A new survey of the financial services industry raises significant questions about the culture of firms on Wall Street. A substantial number of those responding indicated that the rules may have to be broken to get ahead, that their competitors would engage in such conduct and that their superiors would ignore wrongful acts. The survey seemed to confirm one released by Ernst & Young in May of this year.

SEC Enforcement filed one civil injunction action this past week. The case centered on a forex investment scheme. A parallel action was filed by the CFTC.

SEC

Remarks: Commissioner Luis Aguilar delivered remarks titled Investor Risks in the Retail Forex Business, Washington, D.C. (July 11, 2013). The Commissioner’s comments focused on delays in issuing rules under Dodd-Frank regarding retail forex transactions (here).

Remarks: Commissioner Daniel Gallagher delivered remarks at the Society of Corporate Secretaries & Governance Professionals, Seattle, Washington (July 11, 2013). The Commissioner’s remarks focused on the SEC’s disclosure regime (here).

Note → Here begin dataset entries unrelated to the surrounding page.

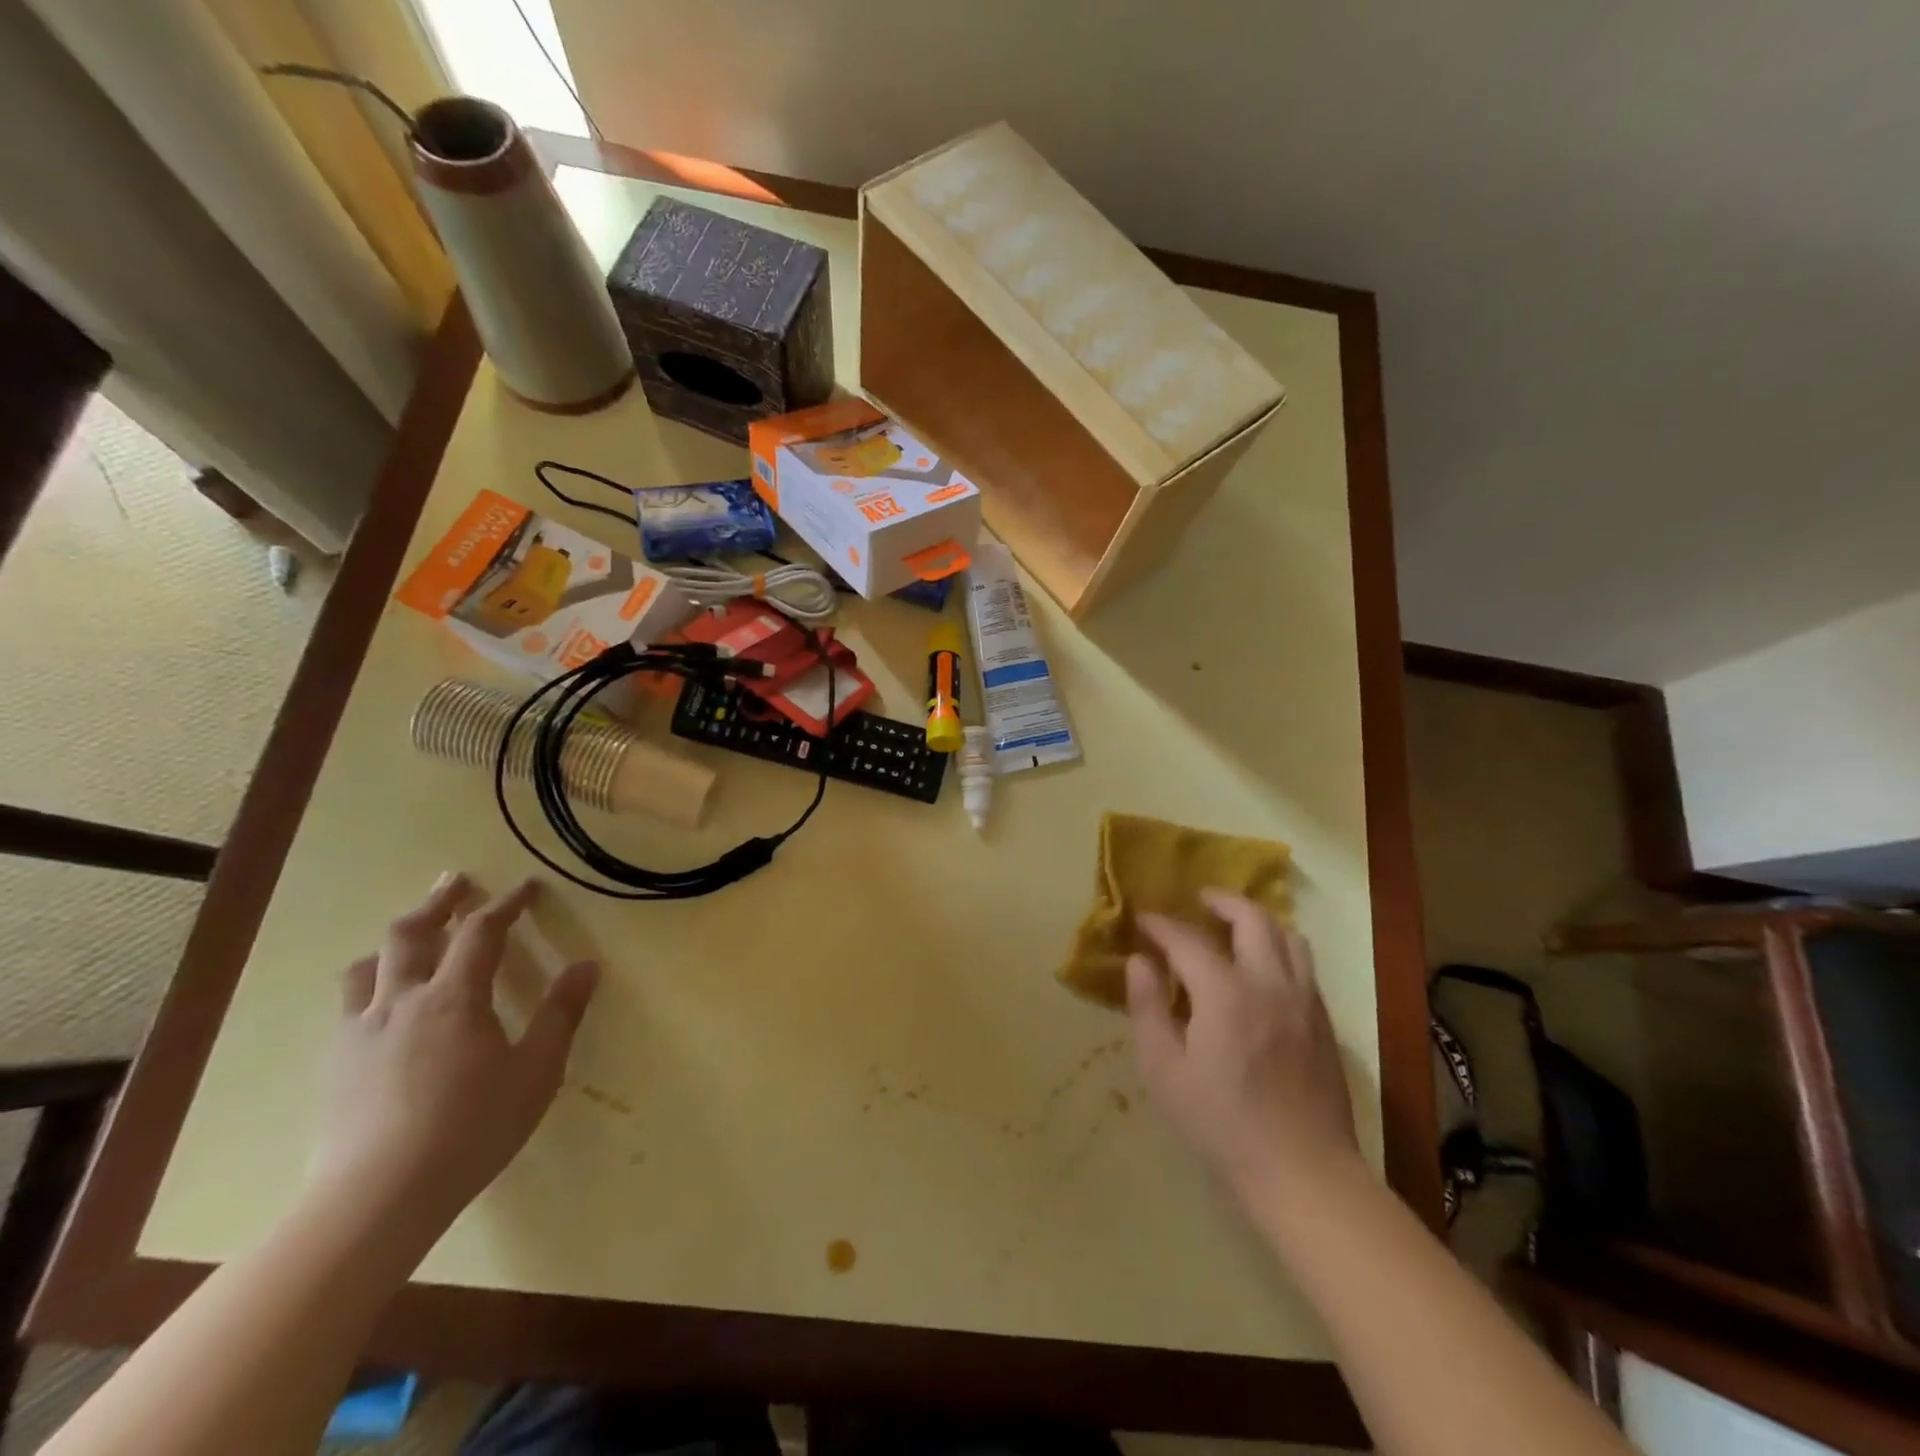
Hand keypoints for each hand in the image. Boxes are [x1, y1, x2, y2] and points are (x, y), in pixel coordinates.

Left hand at [310, 874, 598, 1234]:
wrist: (374, 1200)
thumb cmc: (470, 1129)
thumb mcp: (536, 1072)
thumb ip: (560, 1015)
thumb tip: (586, 966)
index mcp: (454, 998)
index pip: (481, 932)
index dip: (506, 904)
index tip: (527, 888)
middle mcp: (400, 1002)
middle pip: (411, 934)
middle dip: (439, 903)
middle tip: (456, 882)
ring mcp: (359, 1033)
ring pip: (368, 967)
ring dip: (394, 942)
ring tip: (411, 937)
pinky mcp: (333, 1067)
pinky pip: (349, 1007)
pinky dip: (371, 985)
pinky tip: (382, 1007)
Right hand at [1126, 890, 1358, 1200]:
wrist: (1302, 1172)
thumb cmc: (1220, 1124)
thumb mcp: (1164, 1071)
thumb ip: (1147, 1008)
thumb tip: (1140, 962)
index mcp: (1225, 993)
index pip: (1187, 939)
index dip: (1161, 925)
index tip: (1143, 920)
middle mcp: (1269, 983)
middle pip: (1252, 918)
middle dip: (1221, 901)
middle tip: (1199, 901)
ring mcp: (1304, 1000)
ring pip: (1288, 936)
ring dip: (1258, 921)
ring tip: (1234, 928)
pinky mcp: (1323, 1022)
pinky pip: (1303, 965)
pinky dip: (1279, 949)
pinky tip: (1262, 971)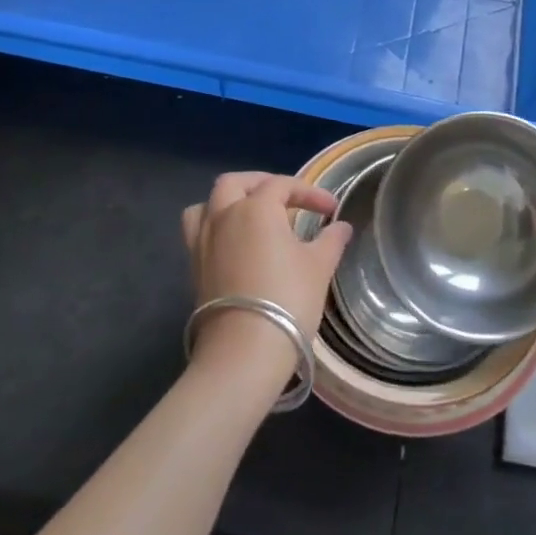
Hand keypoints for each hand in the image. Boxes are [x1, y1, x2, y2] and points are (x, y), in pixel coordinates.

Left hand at [181, 173, 351, 376]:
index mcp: (256, 208)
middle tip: (285, 199)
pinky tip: (234, 245)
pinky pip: (198, 232)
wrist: (244, 350)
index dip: (310, 193)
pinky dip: (215, 227)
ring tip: (250, 216)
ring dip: (228, 202)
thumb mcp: (319, 267)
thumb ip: (331, 240)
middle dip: (261, 184)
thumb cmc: (288, 299)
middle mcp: (223, 216)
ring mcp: (203, 241)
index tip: (331, 210)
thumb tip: (341, 227)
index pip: (282, 185)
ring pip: (207, 204)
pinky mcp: (194, 267)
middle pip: (235, 183)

Survey regarding the financial services industry

A new survey titled “Wall Street in Crisis: A Perfect Storm Looming” (July 2013), prepared by Labaton Sucharow, a law firm specializing in whistleblower actions, raises questions regarding the culture of the financial services industry. Key findings from the survey include: 1) Almost 30% of those surveyed indicated that rules might have to be broker to be successful; 2) when asked if they believed it was likely that the staff at their company had engaged in wrongful conduct, 24% responded in the affirmative;

3) of those responding, 23% stated that they had either personally observed, or had first hand knowledge of, wrong-doing in the work place; 4) when asked if leaders at their organization would likely ignore suspected insider trading, 17% responded in the affirmative; if the leader actually learned of insider trading, 15% stated it was unlikely the conduct would be reported.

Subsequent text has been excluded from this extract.